Like many Unix people, I’m perpetually tweaking, changing, updating and amending my dotfiles. (If you don’t know what dotfiles are, that’s cool. But you should probably stop reading now. This will only bore you.)
Today’s little post is about two new plugins that I’m using in Vim. One is organizational (a kind of meta-plugin, if you like). The other is a small, but very helpful syntax highlighter for HTML files.
Unbundle is a light replacement for Tim Pope’s Pathogen. I’ve
talked about Pathogen itself in another post, but here’s the tl;dr
version. Pathogen manages all of your other Vim plugins. It makes sure that
Vim loads plugins (and their documentation), and it allows for a much,
much more organized ~/.vim directory. (It also works very nicely with
version control, since you can maintain each of the separate plugins in its
own version-controlled folder.)
Unbundle, which Suraj N. Kurapati wrote, does the same basic thing
as Pathogen. However, it’s meant to be lighter, and it has one nice
improvement. Using Pathogen, you place all of your plugins under
~/.vim/bundle and they are all loaded when you start Vim. Unbundle
allows you to place bundles either under ~/.vim/bundle (in which case
they are always available) or under ~/.vim/ftbundle/<something>. If you
go the second route, then bundles are only loaded per filetype. So, for
example, if you have a great number of complex plugins for Ruby, those will
not be loaded when you are working on Perl (or Bash or Haskell or
whatever). In all honesty, I haven’t ever noticed sluggishness when first
starting Vim with Pathogen, but I like the cleanliness of this approach.
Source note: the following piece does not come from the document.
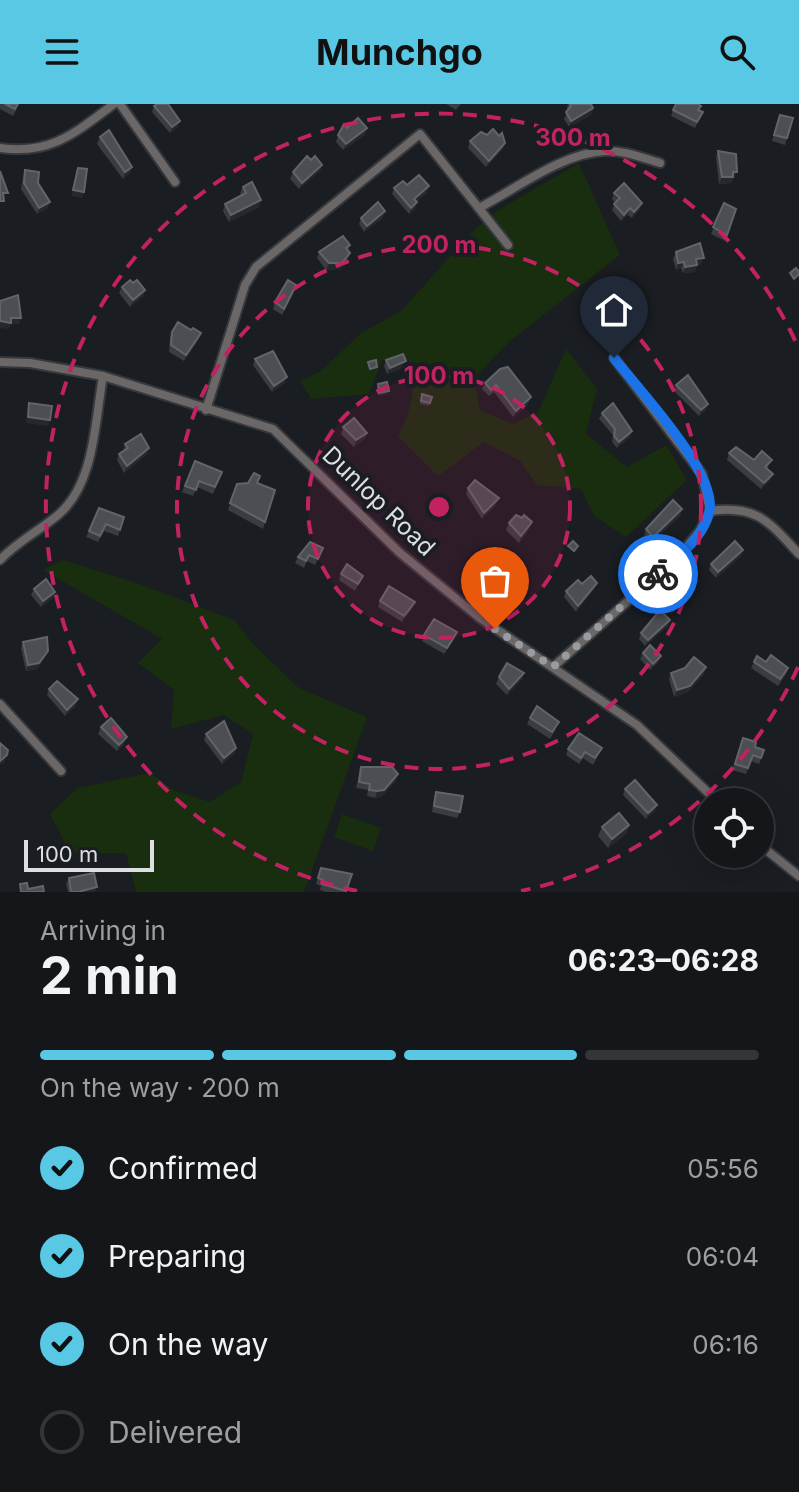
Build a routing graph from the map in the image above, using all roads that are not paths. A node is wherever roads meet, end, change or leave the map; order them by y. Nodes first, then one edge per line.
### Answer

More modular is often more better.
Having said that, Pathogen is more mature than Unbundle, and I can imagine
some edge cases where using ~/.vim/ftbundle/ gets complicated (see below
for a specific example). However, so far I’m finding Unbundle to be a solid
alternative to Pathogen. Thanks to Luca Pette for a post which led me
to discover Unbundle.
Meanwhile, over on Stackoverflow, someone wondered “Can Vim highlight matching pairs of HTML tags in the way that Notepadd++ does?” Now I have to admit that I’ve never used Notepad++, but the screenshot made me curious to try this in Vim. The idea is that when the cursor is on an HTML tag, that tag and whatever tag matches it are both highlighted. This isn’t essential, but it’s a nice way to be visually grounded as you’re editing HTML. Stackoverlow and Vim’s ecosystem being what they are, the question was answered in a few days. Even more: Greg Sexton answered by writing MatchTag, a new Vim plugin to provide this feature for Vim. I’ve only been using it for a few hours so far, but in a nutshell: I love it.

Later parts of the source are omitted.